Sustainability: A Technological Challenge
In 2012, as part of our stakeholder engagement, GE focused on the role of technology in addressing sustainability challenges. We brought together our Citizenship Advisory Panel with technology leaders from GE’s Global Research centers for a convening with public policy, research and civil society experts. The Panel also spent time with our Chairman and CEO, Jeffrey Immelt, to discuss these issues.
Success in solving today’s tough problems is not guaranteed. As a global community, we are in a race against time, as our former ways of managing ecosystems and social and economic systems no longer suffice. We see sustainability as a technological challenge with three key dimensions. First, we need to apply technological ingenuity to the world’s toughest problems, not just to the easiest, most interesting or most immediately profitable ones. Second, the solutions we develop must not carry unacceptable financial, environmental and social costs. Finally, the benefits of such solutions need to be broadly accessible.

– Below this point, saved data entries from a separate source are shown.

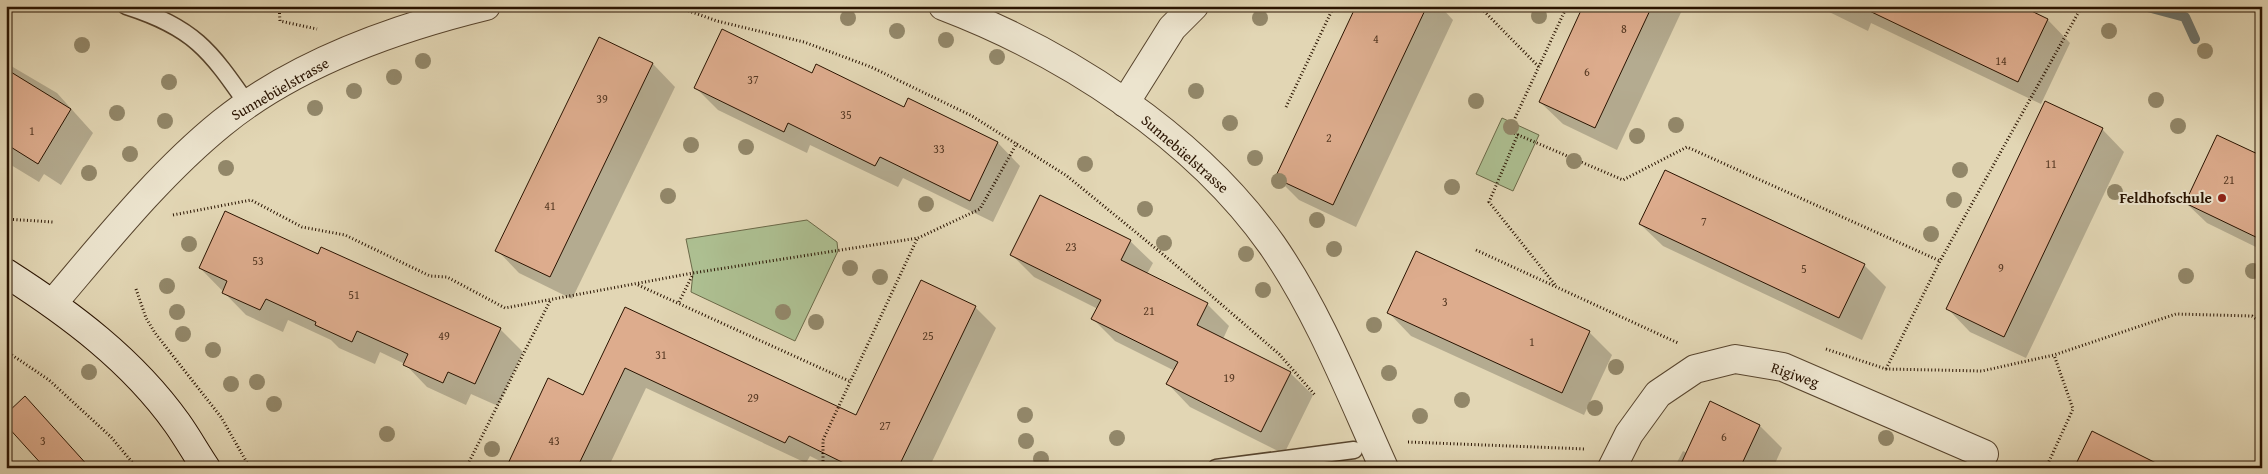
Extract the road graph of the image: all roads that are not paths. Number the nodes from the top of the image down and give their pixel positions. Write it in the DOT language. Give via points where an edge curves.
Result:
graph roads {
  1 [pos="126,6"];
  2 [pos="486,6"];
  3 [pos="943,6"];
  4 [pos="1194,6"];
  5 [pos="1125,103"];
  6 [pos="248,105"];
  7 [pos="6,273"];
  8 [pos="53,303"];
  9 [pos="1354,450"];
  10 [pos="1984,454"];
  11 [pos="206,468"];
  12 [pos="1216,468"];
  13 [pos="1384,468"];
  14 [pos="1612,468"];
  1 -- 6 [label="lane" via="177,26 199,41"];
  2 -- 6 [label="street, Sunnebüelstrasse" via="439,18 374,41 320,64"];
  3 -- 5 [label="street, Sunnebüelstrasse" via="1047,53"];
  4 -- 5 [label="street" via="1172,28"];
  5 -- 13 [label="street, Sunnebüelstrasse" via="1168,135 1224,186 1272,245 1308,304"];
  6 -- 8 [label="street, Sunnebüelstrasse" via="222,123 179,162"];
  7 -- 8 [label="street"];
  8 -- 11 [label="street" via="90,331 132,371 176,422"];
  9 -- 12 [label="lane"];
  10 -- 14 [label="street, Rigiweg" via="1783,367 1735,359 1695,369 1658,394 1629,434"];
}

We need to apply the world’s smartest minds to its toughest challenges. At GE, there are 36,000 technologists and researchers, including nearly 3,000 scientists and engineers at our Global Research centers in New York, Bangalore, Shanghai, Munich and Rio de Janeiro. Their work, spanning 10 global labs, responds to both the immediate and long-term needs identified by GE businesses, and it also seeks to demonstrate possibilities that the businesses have not even thought about yet. Beyond these labs, we’ve established a global network of Local Growth Teams; collaborations with customers and joint venture partners; partnerships with national labs, universities and startups; and relationships with environmental and civil society organizations. Our ecomagination and healthymagination innovation challenges have expanded this network even further, opening the door to new ideas and new collaborations.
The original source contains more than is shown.